Wednesday, June 23, 2021

Review: "Abi Nako, or So I Thought" by Jhoanna Lynn B. Cruz

I can't stop thinking about Abi Nako, or So I Thought by Jhoanna Lynn B. Cruz. Her memoir is so full of life and death, love and loss, horror and humor that I thought this more than once as I read her book, "This should be made into a movie!" But to say that seems like I'm reducing Joy's life into mere entertainment. It's not. It's profound and very sad. It's also very funny. It's a life so alive! It's a really good book!


Okay, I've gotten ahead of myself! This week's book review is Abi Nako, or So I Thought by Palanca awardee and creative writing professor Jhoanna Lynn B. Cruz. Well, she'll always be Joy to me because I met her at the 1999 U.P. National Writers Workshop in Baguio, the same workshop where I met my husband. She is wildly funny and deeply serious all at the same time. But that was all I knew of Joy and nothing about her life until Facebook happened. And until Abi Nako. And oh wow what a life!

Abi Nako, or So I Thought is a collection of essays Joy wrote about love - her pursuit of love from men and women, her love for her children, her love for this country, her pained love story with her mother, her love for words and their meanings. It's a series of raw and brutally honest confessionals. It's quite the page-turner, but there were chapters that were so heavy and sad for me that I had to put it down. 

Yes, as with all of us, Joy suffered heartbreak many times over, but unlike most of us, Joy is so brave and relentless to wrestle with her demons and learn from them and then write about it with no fear of judgment. Joy writes about the Cebuano phrase "abi nako." In Tagalog, it means "akala ko", and diba there's a saying, "Maraming namamatay sa maling akala"? "Akala ko" is never a good thing. Joy writes, "The Binisaya dictionary tells us that 'abi' means 'to misconstrue, misread,' while 'nako' means 'mine.' In this language, my misconceptions are not only my own, I must also own them. Thus, I am not just misreading it; it is my own misreading."

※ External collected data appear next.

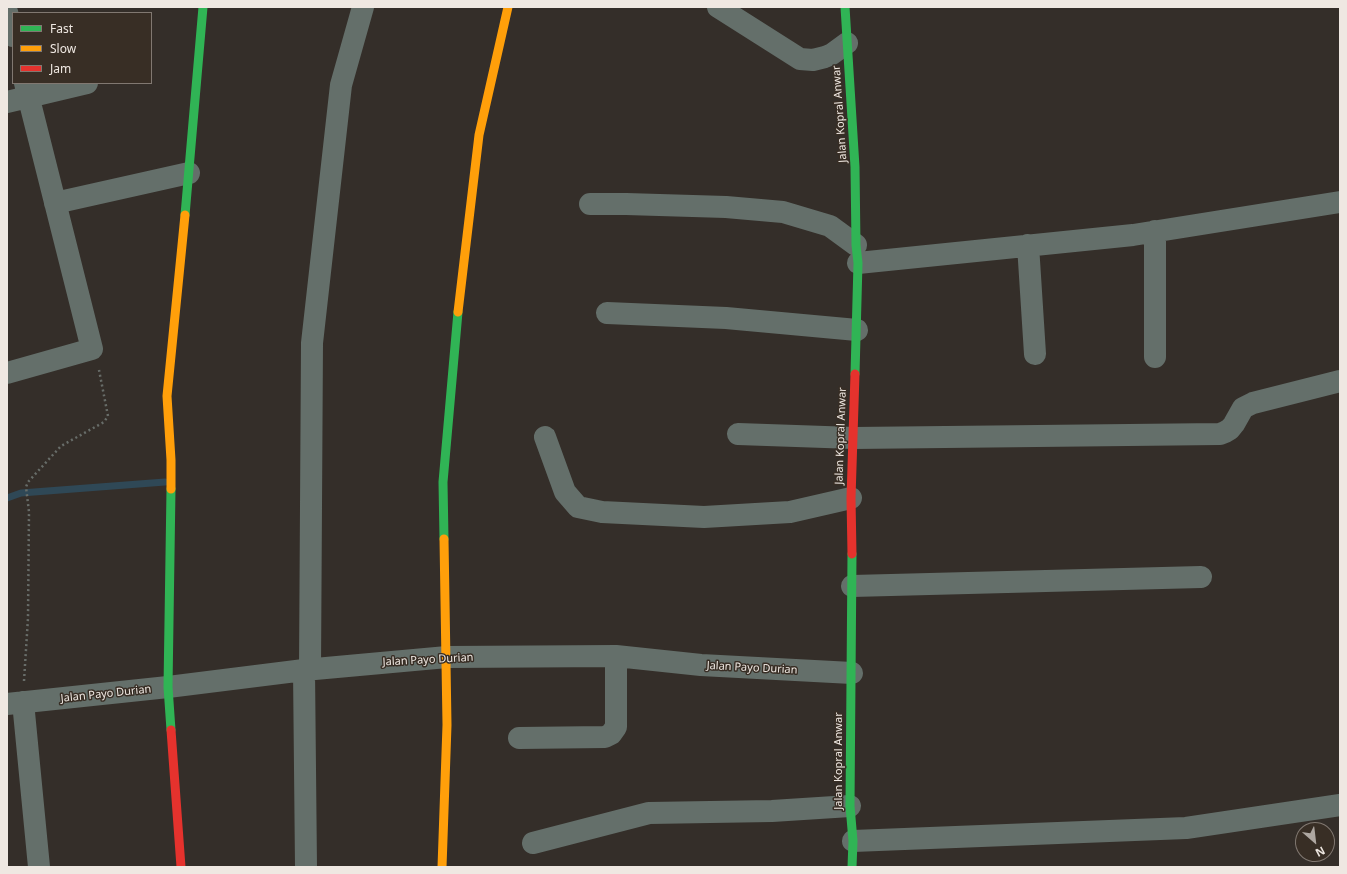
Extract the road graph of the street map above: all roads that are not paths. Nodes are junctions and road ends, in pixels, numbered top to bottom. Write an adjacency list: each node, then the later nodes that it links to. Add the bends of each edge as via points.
1 (203, 7): 12 (street)
2 (363, 7): 33 (street, via 341,85 312,343)
3 (508, 7): 32 (street, via 479,135 455,338 443,482)
4 (718, 7): 8 (street, via 800,59 813,60 825,57)
5 (845, 7): 8 (street, Jalan Kopral Anwar)
6 (7, 12): 7 (street)
7 (12, 32)
8 (847, 43): 18 (street, Jalan Kopral Anwar, via 855,167)
9 (78, 84): 10 (street)
10 (27, 90): 11 (street); 14 (street)
11 (7, 102)
12 (189, 173): 14 (street); 35 (street, via 167,396 171,460)
13 (1340, 202): 16 (street)
14 (55, 203): 23 (street, via 92,349)
15 (590, 204): 18 (street, via 726,207 783,212 830,226)
16 (1156, 232): 17 (street); 22 (street)
17 (1028, 246): 18 (street); 21 (street)
18 (857, 254): 20 (street, Jalan Kopral Anwar)
19 (607, 313): 20 (street, via 726,318)
20 (857, 330): 27 (street, Jalan Kopral Anwar)
21 (1035, 354)
22 (1155, 357)
23 (7, 373)
24 (1340, 381): 27 (street, via 1253,403 1243,408 1230,429 1220,434)
25 (738, 434): 27 (street)
26 (545, 437): 28 (street, via 565,492 578,506 602,512 712,517 790,512)
27 (854, 438): 28 (street, Jalan Kopral Anwar)
28 (851, 498): 30 (street, Jalan Kopral Anwar)
29 (1201, 577): 30 (street)
30 (852, 586): 34 (street, Jalan Kopral Anwar)
31 (616, 656): 32 (street, Jalan Payo Durian); 34 (street, Jalan Payo Durian, via 701,665); 37 (street, via 616,727 611,734 605,737)
32 (447, 657): 33 (street, Jalan Payo Durian); 45 (street)
33 (307, 670): 35 (street, Jalan Payo Durian); 44 (street)
34 (852, 673): 39 (street, Jalan Kopral Anwar)
35 (168, 687): 36 (street, Jalan Payo Durian); 43 (street)
36 (15, 703): 42 (street)
37 (519, 738)
38 (1340, 805): 40 (street, via 1186,828)
39 (850, 806): 40 (street, Jalan Kopral Anwar); 41 (street, via 772,811 649,813)
40 (853, 842): 46 (street, Jalan Kopral Anwar)
41 (533, 843)
42 (39, 867)
43 (181, 867)
44 (306, 867)
45 (442, 867)
46 (852, 867)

Joy's book is all about her experiences of hoping for a better life and then getting her hopes dashed again and again. This is the man for me, or so I thought. Marriage will settle me, or so I thought. Moving to Davao for my lover is romantic, or so I thought. Abi. And then because Joy writes about all these hurts without whine or blame, she also takes responsibility for them. Nako

But it's not all gloom and doom. If there was bleakness to Joy's life story, it's swept away by her persistence to believe in new beginnings even if it means beginning again and again and again. It's her refusal to give up that makes this book so inspiring. It is full of hope. It is full of forgiveness. 

Please get a copy! The language is beautiful. I love words and this book was a love affair with words. 

Abi Nako, or So I Thought by Jhoanna Lynn B. Cruz is only P450 and may be ordered from press.up.edu.ph. It's also available in the UP Press shops on Shopee and Lazada.